- What to do -
Select and copy out every line in the records containing "Khayl".

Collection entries
________

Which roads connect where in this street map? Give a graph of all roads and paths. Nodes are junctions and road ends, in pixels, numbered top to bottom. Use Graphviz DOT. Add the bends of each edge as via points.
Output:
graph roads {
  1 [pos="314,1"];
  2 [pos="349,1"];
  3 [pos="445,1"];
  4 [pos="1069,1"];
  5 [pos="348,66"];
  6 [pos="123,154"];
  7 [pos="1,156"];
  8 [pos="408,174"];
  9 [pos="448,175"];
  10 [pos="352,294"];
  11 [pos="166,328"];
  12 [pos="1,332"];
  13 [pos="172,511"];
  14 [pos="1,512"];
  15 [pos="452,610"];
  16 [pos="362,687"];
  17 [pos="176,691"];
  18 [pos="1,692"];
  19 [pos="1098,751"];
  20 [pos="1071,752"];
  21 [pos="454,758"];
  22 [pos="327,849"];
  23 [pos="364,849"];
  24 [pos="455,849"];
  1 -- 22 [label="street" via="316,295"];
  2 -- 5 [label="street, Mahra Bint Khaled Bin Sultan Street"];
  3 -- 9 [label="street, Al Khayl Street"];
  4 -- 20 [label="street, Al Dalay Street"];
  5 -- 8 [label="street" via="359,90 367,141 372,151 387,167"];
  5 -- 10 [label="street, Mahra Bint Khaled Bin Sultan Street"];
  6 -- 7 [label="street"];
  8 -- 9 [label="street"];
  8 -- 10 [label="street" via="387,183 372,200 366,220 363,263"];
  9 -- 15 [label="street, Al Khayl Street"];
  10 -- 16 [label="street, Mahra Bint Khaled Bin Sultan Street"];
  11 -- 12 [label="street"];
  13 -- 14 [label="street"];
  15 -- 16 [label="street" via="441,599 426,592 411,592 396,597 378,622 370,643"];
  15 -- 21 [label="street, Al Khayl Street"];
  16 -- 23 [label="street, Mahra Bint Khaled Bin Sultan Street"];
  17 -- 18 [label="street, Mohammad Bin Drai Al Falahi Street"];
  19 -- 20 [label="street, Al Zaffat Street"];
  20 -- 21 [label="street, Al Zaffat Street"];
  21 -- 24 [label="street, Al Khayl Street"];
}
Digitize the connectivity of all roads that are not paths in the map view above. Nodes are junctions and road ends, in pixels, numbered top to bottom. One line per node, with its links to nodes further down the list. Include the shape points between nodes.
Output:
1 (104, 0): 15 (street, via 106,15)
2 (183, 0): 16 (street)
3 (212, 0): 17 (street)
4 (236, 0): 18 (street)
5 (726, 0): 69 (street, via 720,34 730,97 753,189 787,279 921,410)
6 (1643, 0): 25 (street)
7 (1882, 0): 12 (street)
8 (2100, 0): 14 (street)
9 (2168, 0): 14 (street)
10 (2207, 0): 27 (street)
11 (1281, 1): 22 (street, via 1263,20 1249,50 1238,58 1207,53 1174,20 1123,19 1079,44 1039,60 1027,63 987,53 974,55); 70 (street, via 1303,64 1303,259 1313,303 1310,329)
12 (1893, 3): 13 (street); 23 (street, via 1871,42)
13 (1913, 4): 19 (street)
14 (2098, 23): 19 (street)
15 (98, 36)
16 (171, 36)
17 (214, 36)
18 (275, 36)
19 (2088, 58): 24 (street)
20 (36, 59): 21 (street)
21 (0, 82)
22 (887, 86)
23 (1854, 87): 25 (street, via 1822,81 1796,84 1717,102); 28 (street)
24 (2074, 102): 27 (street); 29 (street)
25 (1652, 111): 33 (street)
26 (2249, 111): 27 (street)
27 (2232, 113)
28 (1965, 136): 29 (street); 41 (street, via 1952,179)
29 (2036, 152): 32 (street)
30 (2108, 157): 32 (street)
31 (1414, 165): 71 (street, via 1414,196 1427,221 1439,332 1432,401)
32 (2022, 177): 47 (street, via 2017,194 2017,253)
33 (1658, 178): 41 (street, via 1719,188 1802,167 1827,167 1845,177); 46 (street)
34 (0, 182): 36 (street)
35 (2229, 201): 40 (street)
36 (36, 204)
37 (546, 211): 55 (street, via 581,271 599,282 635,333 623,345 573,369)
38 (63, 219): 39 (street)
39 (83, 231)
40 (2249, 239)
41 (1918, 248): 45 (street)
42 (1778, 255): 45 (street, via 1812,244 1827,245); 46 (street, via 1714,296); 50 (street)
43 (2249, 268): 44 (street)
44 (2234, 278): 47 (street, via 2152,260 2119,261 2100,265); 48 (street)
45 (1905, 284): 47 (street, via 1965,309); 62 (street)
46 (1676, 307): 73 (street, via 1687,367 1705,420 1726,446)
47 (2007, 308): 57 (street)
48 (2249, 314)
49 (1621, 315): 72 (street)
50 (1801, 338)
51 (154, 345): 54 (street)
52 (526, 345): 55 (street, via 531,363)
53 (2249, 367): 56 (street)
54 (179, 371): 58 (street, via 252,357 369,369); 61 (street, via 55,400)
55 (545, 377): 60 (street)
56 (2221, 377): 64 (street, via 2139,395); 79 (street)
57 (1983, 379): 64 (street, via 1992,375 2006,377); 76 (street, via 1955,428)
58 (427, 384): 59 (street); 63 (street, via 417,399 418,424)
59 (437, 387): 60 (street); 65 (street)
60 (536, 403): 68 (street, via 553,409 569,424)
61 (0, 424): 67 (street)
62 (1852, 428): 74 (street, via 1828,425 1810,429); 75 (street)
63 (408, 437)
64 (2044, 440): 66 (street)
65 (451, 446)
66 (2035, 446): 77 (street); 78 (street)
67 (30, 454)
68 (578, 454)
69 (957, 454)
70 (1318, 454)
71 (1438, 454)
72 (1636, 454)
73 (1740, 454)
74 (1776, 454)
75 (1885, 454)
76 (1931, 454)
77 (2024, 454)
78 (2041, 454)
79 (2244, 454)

________

- Result for this task -
  3 -- 9 [label="street, Al Khayl Street"];
  9 -- 15 [label="street, Al Khayl Street"];
  15 -- 21 [label="street, Al Khayl Street"];
  21 -- 24 [label="street, Al Khayl Street"];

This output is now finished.